Saved entries:
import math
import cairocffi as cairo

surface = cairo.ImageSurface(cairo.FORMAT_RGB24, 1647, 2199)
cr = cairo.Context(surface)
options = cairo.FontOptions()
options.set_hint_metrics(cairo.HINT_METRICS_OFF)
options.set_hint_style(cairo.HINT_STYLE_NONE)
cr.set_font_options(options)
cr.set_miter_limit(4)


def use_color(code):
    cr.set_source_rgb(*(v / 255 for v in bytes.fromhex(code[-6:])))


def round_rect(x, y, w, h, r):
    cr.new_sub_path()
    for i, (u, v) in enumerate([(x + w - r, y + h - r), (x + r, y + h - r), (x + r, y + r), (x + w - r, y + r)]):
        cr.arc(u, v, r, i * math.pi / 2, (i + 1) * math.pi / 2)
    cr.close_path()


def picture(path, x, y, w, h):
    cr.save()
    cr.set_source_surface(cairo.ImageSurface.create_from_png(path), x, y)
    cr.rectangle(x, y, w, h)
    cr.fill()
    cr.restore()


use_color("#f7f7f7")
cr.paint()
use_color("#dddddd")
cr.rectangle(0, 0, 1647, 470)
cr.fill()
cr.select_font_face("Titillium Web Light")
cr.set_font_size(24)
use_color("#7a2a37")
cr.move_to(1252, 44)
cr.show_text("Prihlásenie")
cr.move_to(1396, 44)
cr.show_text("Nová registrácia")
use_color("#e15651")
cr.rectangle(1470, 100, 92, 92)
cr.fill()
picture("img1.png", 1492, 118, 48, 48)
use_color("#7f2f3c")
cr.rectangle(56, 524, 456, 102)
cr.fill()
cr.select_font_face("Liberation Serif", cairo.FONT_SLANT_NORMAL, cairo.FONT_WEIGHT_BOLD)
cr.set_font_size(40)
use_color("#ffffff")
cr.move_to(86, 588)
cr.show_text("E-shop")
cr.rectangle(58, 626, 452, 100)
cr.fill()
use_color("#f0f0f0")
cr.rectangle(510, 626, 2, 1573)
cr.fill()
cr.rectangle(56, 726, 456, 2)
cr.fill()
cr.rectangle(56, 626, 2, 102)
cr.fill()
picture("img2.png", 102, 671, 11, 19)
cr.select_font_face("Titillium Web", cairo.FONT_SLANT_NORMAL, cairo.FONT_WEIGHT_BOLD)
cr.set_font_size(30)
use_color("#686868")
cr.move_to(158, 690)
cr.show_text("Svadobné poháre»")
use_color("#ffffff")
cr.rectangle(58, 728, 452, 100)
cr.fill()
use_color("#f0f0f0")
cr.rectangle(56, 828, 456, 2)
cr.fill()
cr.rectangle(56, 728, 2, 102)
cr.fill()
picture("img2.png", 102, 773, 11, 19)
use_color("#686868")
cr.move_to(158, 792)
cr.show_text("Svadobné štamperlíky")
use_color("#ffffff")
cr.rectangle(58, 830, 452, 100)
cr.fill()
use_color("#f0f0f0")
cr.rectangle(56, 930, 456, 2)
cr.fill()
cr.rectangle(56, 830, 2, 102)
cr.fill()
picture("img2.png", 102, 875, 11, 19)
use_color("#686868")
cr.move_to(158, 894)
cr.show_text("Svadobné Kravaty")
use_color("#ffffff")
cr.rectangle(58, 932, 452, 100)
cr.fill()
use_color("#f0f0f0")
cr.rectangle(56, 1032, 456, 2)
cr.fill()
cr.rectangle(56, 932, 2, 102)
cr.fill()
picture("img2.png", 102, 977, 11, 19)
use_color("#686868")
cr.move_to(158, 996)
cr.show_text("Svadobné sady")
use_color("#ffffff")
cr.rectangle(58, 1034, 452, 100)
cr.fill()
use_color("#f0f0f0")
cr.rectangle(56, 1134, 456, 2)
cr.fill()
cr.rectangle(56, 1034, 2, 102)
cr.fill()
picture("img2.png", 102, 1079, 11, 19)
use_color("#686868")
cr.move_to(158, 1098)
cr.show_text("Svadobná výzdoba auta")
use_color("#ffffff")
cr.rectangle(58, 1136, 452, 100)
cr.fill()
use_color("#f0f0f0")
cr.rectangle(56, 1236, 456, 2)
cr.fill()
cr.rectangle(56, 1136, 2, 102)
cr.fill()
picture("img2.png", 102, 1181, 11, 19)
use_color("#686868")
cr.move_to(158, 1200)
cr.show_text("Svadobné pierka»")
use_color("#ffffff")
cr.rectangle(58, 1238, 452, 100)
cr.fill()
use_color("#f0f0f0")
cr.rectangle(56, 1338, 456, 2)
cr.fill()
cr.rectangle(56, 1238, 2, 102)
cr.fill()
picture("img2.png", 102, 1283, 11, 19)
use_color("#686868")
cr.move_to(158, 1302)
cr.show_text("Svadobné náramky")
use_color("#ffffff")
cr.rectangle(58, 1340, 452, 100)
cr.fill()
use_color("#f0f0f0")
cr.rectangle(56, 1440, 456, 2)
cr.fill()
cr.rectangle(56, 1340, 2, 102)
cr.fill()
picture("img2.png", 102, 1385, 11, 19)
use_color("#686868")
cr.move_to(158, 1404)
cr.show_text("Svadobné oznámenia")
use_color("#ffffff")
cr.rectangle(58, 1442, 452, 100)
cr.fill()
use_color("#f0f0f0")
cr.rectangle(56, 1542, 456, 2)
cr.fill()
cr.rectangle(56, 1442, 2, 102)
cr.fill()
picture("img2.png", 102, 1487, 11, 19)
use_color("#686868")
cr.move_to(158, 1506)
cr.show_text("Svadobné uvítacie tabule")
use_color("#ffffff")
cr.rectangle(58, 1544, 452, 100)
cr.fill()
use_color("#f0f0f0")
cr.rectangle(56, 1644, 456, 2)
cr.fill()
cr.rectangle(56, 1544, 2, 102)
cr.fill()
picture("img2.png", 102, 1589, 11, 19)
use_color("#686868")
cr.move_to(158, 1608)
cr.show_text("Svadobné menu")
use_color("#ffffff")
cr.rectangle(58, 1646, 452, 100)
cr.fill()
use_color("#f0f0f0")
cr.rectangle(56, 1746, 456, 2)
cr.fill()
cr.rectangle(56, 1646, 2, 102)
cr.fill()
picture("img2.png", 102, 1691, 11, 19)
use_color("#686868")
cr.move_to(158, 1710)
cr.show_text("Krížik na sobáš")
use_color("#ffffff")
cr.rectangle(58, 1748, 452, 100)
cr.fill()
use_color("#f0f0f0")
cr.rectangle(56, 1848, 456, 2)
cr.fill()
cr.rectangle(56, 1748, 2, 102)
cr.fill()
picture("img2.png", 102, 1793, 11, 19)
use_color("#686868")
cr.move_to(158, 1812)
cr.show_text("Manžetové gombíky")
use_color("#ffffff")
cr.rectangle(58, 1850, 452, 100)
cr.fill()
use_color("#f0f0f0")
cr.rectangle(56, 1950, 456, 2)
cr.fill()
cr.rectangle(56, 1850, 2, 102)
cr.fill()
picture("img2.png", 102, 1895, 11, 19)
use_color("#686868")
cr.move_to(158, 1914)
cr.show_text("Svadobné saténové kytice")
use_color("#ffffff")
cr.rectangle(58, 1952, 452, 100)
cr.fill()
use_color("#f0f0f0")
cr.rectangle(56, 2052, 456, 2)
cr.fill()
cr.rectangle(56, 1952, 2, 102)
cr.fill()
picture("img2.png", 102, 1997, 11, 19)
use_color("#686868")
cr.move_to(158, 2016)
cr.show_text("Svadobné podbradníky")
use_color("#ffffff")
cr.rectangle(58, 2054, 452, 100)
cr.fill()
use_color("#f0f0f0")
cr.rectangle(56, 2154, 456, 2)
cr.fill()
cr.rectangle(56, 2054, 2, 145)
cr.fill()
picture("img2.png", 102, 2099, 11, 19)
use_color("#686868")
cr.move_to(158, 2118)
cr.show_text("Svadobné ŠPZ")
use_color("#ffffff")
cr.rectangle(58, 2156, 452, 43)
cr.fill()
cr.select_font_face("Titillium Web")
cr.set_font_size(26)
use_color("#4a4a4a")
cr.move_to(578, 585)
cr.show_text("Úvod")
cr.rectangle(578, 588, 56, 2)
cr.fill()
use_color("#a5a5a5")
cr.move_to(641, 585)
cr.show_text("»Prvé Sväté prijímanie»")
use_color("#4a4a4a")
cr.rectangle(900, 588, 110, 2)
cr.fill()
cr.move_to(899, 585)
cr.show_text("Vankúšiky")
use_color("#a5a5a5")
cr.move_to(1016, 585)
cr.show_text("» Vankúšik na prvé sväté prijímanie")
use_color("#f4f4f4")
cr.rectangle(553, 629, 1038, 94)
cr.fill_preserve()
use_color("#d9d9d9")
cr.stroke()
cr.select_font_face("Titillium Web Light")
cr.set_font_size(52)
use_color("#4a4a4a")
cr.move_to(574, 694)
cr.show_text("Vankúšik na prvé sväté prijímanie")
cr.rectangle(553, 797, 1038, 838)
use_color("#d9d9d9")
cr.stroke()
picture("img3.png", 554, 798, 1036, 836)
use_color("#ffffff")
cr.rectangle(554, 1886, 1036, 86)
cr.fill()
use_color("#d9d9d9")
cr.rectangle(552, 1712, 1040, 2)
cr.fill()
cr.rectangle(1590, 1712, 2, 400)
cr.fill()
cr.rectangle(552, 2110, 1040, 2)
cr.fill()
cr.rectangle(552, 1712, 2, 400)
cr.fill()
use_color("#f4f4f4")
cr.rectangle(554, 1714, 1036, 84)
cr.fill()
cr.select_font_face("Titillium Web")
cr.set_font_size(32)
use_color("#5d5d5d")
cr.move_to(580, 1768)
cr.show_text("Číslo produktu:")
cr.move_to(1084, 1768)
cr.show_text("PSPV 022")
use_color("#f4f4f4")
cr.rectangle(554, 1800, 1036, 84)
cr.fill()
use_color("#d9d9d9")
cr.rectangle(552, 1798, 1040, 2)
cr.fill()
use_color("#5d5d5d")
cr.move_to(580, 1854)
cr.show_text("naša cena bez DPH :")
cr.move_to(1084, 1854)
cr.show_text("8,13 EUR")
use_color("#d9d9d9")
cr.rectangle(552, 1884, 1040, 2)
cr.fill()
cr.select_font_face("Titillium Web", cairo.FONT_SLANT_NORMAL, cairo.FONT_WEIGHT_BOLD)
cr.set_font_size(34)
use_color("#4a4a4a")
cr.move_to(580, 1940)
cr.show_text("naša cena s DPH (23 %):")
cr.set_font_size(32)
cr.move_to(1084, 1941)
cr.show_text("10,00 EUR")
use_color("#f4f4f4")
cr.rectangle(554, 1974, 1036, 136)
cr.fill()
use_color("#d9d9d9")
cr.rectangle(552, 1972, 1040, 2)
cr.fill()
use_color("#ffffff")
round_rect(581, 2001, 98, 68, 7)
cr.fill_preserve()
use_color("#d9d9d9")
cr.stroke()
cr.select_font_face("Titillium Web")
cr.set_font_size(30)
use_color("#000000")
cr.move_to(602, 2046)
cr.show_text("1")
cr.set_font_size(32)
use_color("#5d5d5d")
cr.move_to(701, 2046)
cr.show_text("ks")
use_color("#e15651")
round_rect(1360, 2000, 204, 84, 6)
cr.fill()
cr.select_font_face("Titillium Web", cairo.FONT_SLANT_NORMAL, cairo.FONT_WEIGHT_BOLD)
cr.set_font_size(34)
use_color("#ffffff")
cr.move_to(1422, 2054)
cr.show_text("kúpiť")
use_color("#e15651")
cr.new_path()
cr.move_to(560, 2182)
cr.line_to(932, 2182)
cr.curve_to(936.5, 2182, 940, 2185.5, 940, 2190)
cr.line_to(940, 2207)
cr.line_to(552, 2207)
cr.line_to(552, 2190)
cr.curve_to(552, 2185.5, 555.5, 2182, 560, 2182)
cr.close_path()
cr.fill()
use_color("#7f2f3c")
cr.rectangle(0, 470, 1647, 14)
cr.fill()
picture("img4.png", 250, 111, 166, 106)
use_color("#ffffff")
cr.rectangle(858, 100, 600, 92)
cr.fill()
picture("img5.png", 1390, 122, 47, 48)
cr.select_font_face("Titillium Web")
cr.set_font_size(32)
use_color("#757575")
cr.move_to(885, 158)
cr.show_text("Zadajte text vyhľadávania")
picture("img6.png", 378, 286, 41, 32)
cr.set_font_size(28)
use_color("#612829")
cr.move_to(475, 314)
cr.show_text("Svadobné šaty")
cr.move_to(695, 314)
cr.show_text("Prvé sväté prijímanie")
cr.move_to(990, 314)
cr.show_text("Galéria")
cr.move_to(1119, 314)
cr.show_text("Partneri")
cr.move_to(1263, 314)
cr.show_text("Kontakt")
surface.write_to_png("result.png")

What is required: Filter the entries down to the lines holding the string "prijímanie". Copy each of those lines.

Exercise answer:
cr.show_text("»Prvé Sväté prijímanie»")
cr.show_text("» Vankúšik na prvé sväté prijímanie")
cr.show_text("Vankúšik na prvé sväté prijímanie")
cr.show_text("Prvé sväté prijímanie")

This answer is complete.